EXERCISE: In the data below, one line contains "Left hand at" and a later one contains "pinky tip: (174, 216)". Print both, with every line between them, exactly and alone.

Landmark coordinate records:
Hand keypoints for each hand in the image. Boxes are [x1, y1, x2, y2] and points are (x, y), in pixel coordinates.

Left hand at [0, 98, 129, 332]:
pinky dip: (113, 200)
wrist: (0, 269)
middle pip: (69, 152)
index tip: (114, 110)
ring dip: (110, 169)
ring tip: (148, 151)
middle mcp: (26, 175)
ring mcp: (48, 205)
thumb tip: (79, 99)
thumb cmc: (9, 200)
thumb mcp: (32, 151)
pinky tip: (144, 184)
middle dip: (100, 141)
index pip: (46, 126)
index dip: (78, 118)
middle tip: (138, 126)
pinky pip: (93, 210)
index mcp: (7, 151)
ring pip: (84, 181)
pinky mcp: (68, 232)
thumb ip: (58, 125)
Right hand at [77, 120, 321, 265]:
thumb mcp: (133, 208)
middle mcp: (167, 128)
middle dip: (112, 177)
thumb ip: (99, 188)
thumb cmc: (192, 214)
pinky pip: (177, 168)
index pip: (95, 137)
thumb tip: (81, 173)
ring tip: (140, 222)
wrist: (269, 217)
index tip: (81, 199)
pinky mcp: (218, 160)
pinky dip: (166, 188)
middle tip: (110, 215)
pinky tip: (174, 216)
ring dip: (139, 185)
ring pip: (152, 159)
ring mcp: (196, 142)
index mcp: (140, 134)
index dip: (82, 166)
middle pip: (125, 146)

ANSWER TO THIS TASK:
Left hand at [0, 98, 129, 332]:
pinky dip: (113, 200)
wrist: (0, 269)
middle pip: (69, 152)
index tip: (114, 110)
ring dip: (110, 169)
ring tip: (148, 151)
middle mcp: (26, 175)
ring mcp: (48, 205)
thumb tip: (79, 99)
thumb cmc: (9, 200)
thumb mcp: (32, 151)
pinky tip: (144, 184)
middle dip: (100, 141)
index pip: (46, 126)
index dip: (78, 118)
middle tip: (138, 126)
pinky pip: (93, 210)
index mcp: (7, 151)
ring pip: (84, 181)
pinky mcp: (68, 232)
thumb ip: (58, 125)
Right hand at [77, 120, 321, 265]:
thumb mcp: (133, 208)
middle mcp: (167, 128)
middle dip: (112, 177)
thumb ip: (99, 188)
thumb cmc: (192, 214)
pinky pip: (177, 168)
index pip: (95, 137)
thumb tip: (81, 173)
ring tip: (140, 222)
wrist: (269, 217)
index tip: (81, 199)
pinky mcp: (218, 160)
pinky dip: (166, 188)
middle tip: (110, 215)
pinky tip: (174, 216)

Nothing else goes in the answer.